* [PROBLEM TO SOLVE] Nothing but a number is wanted: the count of lines in the records below that include "graph".

____ INPUT DATA

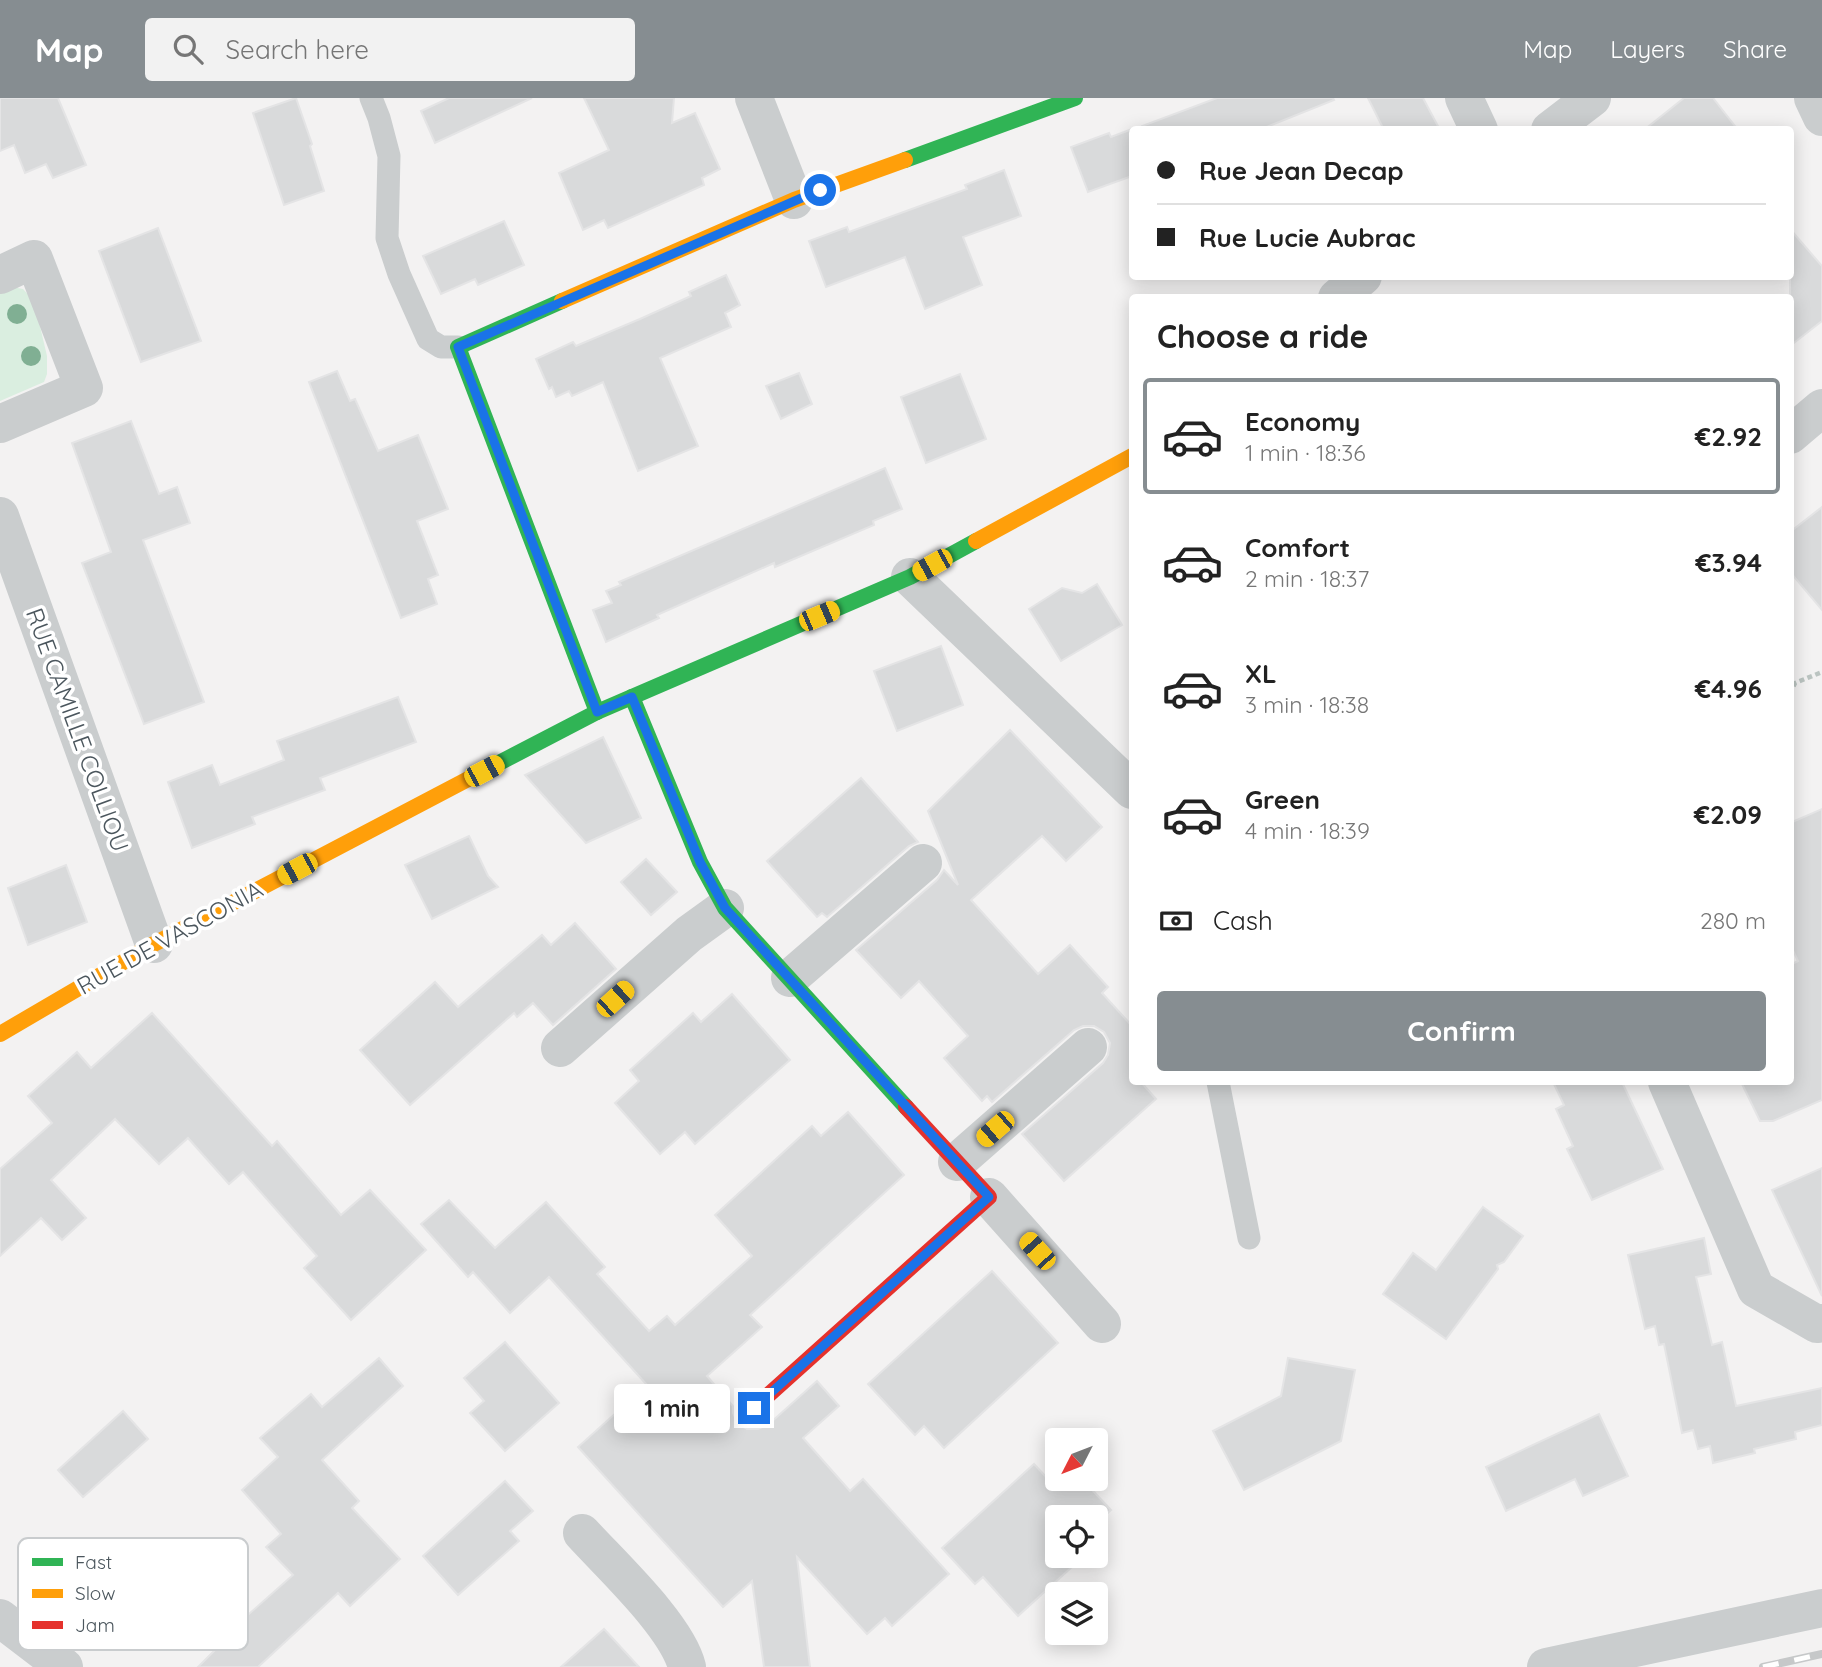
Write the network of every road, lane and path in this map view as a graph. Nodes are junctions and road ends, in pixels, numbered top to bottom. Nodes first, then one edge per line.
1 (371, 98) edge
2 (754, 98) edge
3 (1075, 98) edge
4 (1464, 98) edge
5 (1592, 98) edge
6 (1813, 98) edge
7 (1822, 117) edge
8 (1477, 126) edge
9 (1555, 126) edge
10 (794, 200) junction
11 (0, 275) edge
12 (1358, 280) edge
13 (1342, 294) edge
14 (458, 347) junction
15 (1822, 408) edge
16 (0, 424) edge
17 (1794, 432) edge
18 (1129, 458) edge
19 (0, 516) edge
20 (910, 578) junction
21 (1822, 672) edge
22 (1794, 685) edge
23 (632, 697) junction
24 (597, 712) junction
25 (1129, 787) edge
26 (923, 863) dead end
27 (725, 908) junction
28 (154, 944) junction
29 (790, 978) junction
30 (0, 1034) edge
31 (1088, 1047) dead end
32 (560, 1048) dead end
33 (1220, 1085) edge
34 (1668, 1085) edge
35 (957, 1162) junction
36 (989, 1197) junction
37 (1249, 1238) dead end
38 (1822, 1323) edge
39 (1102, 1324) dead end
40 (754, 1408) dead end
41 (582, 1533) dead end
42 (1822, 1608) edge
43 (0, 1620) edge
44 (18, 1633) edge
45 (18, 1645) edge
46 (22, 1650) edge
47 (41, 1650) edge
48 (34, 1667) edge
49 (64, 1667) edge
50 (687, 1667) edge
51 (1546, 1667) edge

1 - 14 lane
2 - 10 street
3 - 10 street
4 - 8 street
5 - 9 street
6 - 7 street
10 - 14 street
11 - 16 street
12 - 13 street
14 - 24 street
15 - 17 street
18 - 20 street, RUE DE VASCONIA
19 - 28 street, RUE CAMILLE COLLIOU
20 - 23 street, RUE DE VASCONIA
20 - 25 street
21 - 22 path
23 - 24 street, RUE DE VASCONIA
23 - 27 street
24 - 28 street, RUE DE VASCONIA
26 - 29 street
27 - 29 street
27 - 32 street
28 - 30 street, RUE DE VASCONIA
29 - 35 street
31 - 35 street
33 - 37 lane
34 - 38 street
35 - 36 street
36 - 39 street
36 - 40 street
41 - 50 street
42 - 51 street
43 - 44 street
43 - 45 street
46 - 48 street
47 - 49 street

________
____ INPUT DATA

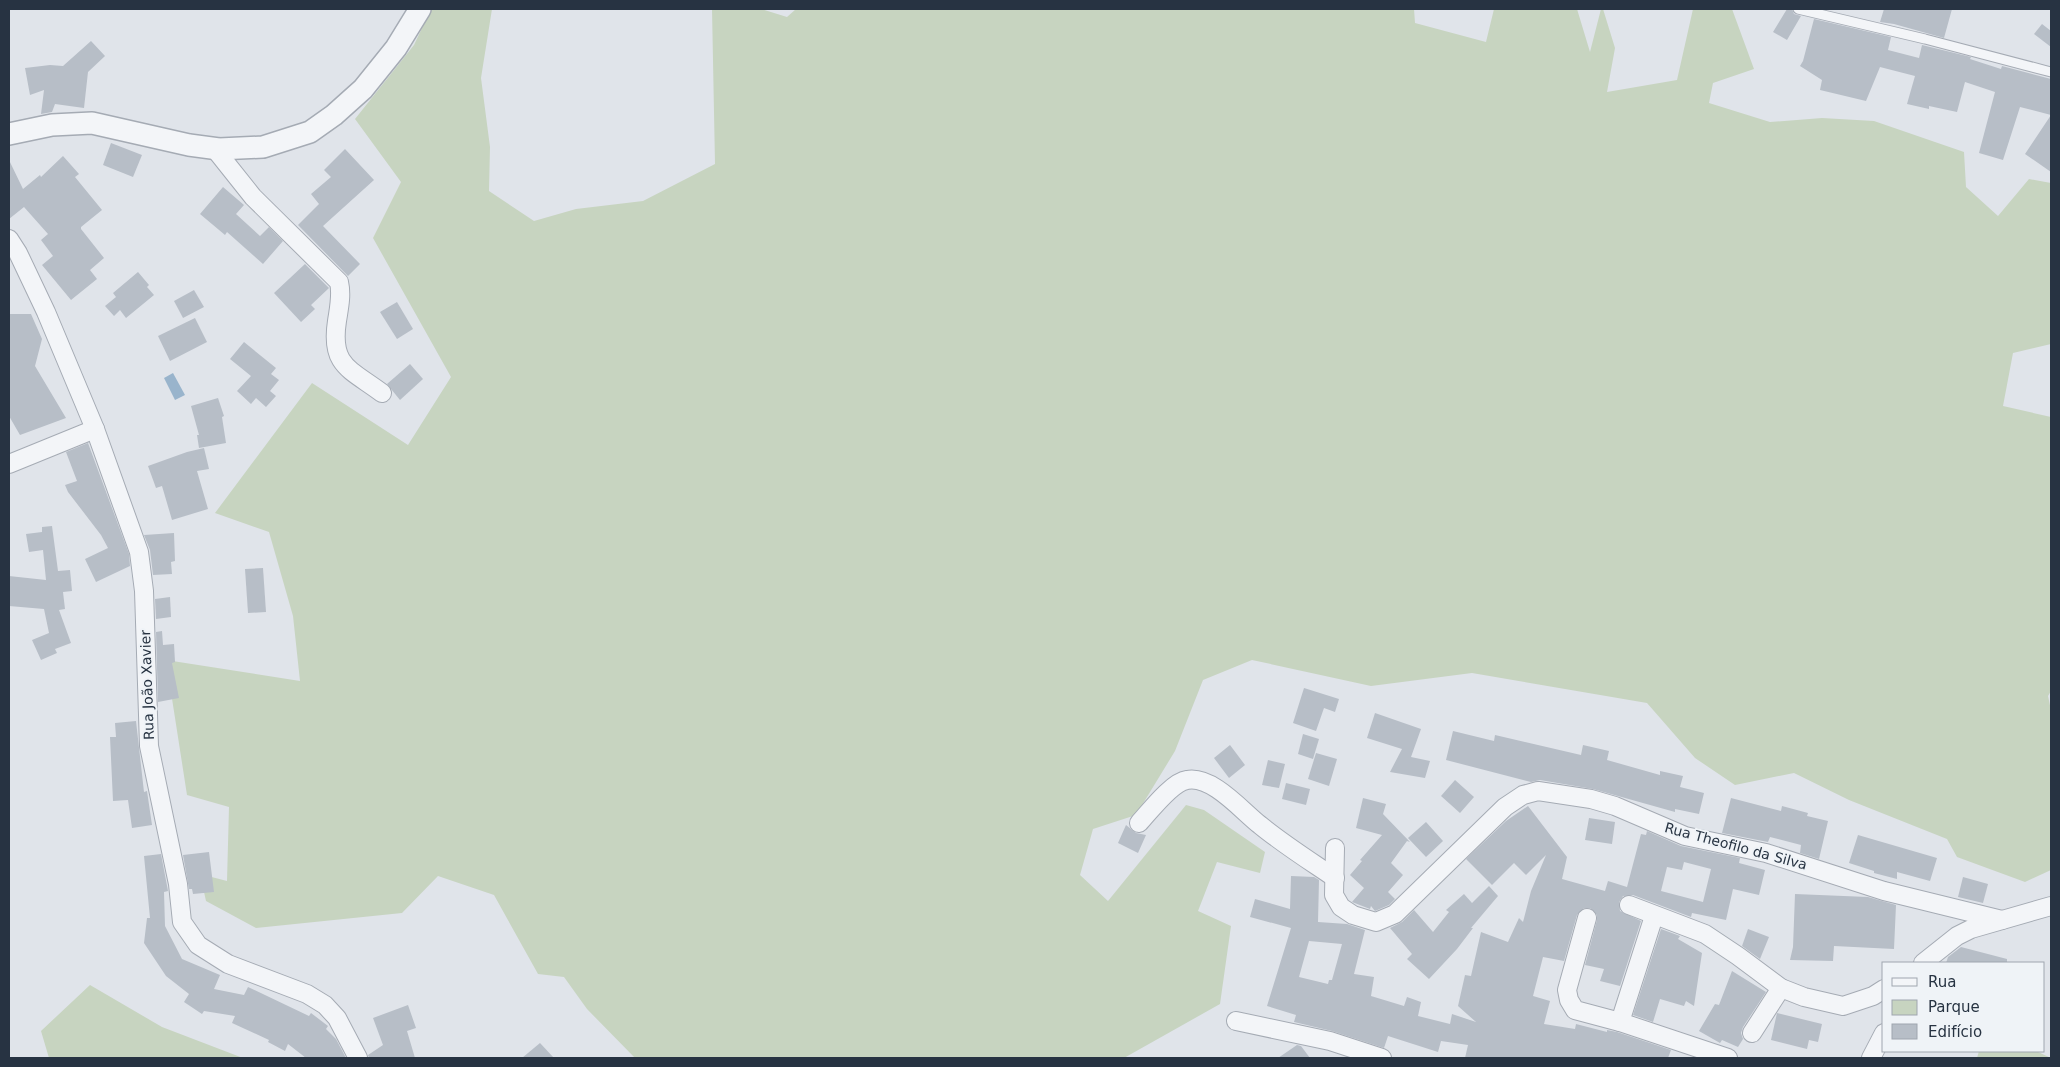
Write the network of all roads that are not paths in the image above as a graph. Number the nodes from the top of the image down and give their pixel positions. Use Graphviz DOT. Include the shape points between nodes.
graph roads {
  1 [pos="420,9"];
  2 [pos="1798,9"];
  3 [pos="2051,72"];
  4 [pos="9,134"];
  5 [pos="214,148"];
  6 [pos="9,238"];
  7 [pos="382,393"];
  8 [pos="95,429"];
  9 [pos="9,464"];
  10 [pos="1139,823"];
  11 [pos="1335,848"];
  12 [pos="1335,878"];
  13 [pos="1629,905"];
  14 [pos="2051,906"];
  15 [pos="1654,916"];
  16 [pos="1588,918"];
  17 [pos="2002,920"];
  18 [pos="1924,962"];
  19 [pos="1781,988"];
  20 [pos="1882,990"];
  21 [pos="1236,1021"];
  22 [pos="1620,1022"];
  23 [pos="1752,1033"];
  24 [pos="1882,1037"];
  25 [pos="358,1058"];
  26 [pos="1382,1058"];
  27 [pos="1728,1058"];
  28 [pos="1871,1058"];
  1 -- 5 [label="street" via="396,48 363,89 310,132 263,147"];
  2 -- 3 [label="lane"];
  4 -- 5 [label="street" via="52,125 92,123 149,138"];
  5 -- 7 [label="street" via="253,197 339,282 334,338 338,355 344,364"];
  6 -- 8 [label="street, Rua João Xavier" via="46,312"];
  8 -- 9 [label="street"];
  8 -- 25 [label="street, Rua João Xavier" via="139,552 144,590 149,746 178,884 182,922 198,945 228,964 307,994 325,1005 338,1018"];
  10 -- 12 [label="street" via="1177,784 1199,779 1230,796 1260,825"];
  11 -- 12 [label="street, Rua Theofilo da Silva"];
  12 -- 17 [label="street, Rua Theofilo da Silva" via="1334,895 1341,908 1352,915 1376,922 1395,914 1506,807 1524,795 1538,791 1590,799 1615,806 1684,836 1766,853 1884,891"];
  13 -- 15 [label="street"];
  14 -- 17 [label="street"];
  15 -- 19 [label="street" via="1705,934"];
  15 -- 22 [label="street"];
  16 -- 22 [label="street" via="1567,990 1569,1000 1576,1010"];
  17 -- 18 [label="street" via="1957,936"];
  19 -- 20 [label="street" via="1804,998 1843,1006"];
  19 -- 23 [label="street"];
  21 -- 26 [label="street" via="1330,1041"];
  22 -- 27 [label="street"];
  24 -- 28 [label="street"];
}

________

* [TASK RESPONSE] 3